The Chemistry of Tea
Tea contains cancer-fighting antioxidants known as polyphenols. Green tea, in particular, contains a specific kind of antioxidant called catechins. One catechin, EGCG, was found by one study to suppress lung cancer cell growth and by another to inhibit breast cancer tumors. The most important health contribution of catechins is their destruction of free radicals—unstable molecules that attack our DNA. In addition, they improve bone strength, lower the risk of metabolic syndrome and cardiovascular disease, boost endurance and mood, and may even combat Parkinson’s disease and act as a kind of reinforcement sunscreen to protect us from ultraviolet rays.
Caffeine And Health
Tea also contains a small amount of caffeine, typically less than 75mg per serving for black tea and even less for green tea. (All teas come from the same plant, Camellia sinensis; but the leaves are processed differently.) And moderate caffeine consumption is scientifically linked to many different health benefits: including increased alertness, stamina and memory; decreased muscle soreness; and reduced risk of Alzheimer’s, kidney stones and liver fibrosis.
One often-overlooked benefit of tea is its hydrating properties. Water is essential for life, of course, but few people are aware of the benefits of a marginal increase in hydration.
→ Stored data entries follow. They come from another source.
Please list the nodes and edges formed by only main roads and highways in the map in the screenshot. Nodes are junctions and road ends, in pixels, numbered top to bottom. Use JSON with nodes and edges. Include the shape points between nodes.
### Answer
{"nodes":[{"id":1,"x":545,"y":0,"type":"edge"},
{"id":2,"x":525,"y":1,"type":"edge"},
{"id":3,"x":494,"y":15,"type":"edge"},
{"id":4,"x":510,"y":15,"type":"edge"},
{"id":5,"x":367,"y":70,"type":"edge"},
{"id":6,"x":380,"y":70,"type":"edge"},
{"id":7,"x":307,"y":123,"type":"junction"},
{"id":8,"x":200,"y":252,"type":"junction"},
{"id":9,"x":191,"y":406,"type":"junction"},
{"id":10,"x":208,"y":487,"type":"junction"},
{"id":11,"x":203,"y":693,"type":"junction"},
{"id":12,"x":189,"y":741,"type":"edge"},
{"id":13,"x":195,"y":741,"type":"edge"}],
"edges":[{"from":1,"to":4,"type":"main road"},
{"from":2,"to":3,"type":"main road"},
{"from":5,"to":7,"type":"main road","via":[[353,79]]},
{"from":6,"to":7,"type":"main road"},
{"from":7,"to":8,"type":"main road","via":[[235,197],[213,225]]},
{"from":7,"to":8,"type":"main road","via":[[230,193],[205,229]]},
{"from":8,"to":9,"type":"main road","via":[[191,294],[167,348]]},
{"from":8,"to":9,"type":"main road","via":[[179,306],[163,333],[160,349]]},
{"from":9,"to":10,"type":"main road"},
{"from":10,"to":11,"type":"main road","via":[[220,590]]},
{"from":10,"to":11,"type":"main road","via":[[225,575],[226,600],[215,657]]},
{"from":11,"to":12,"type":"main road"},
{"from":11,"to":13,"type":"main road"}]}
Among its many advantages are increased weight loss (greater consumption of water aids in feeling fuller), better digestion and less constipation, improved mood, healthier kidney function and even a possible reduction in the risk of certain cancers. Health authorities have historically recommended drinking half a gallon of water each day. Tea can provide antioxidants along with hydration.
The Psychology of Tea
Social science reports that ritual and routine are crucial aspects of a healthy lifestyle. Each affects the brain in important ways: routine helps with execution of tasks and performance by helping to create a “pre-performance” procedure, enabling people to increase their focus, execution, emotional stability and confidence; while rituals increase problem-solving abilities. A warm, soothing cup of tea is an easy addition to the morning routine that provides the tea drinker many things: a moment to relax and mentally re-center to think about the upcoming day, ritualistic behavior that builds confidence, and an enhanced mood that may be a result of simply holding a warm beverage in hand.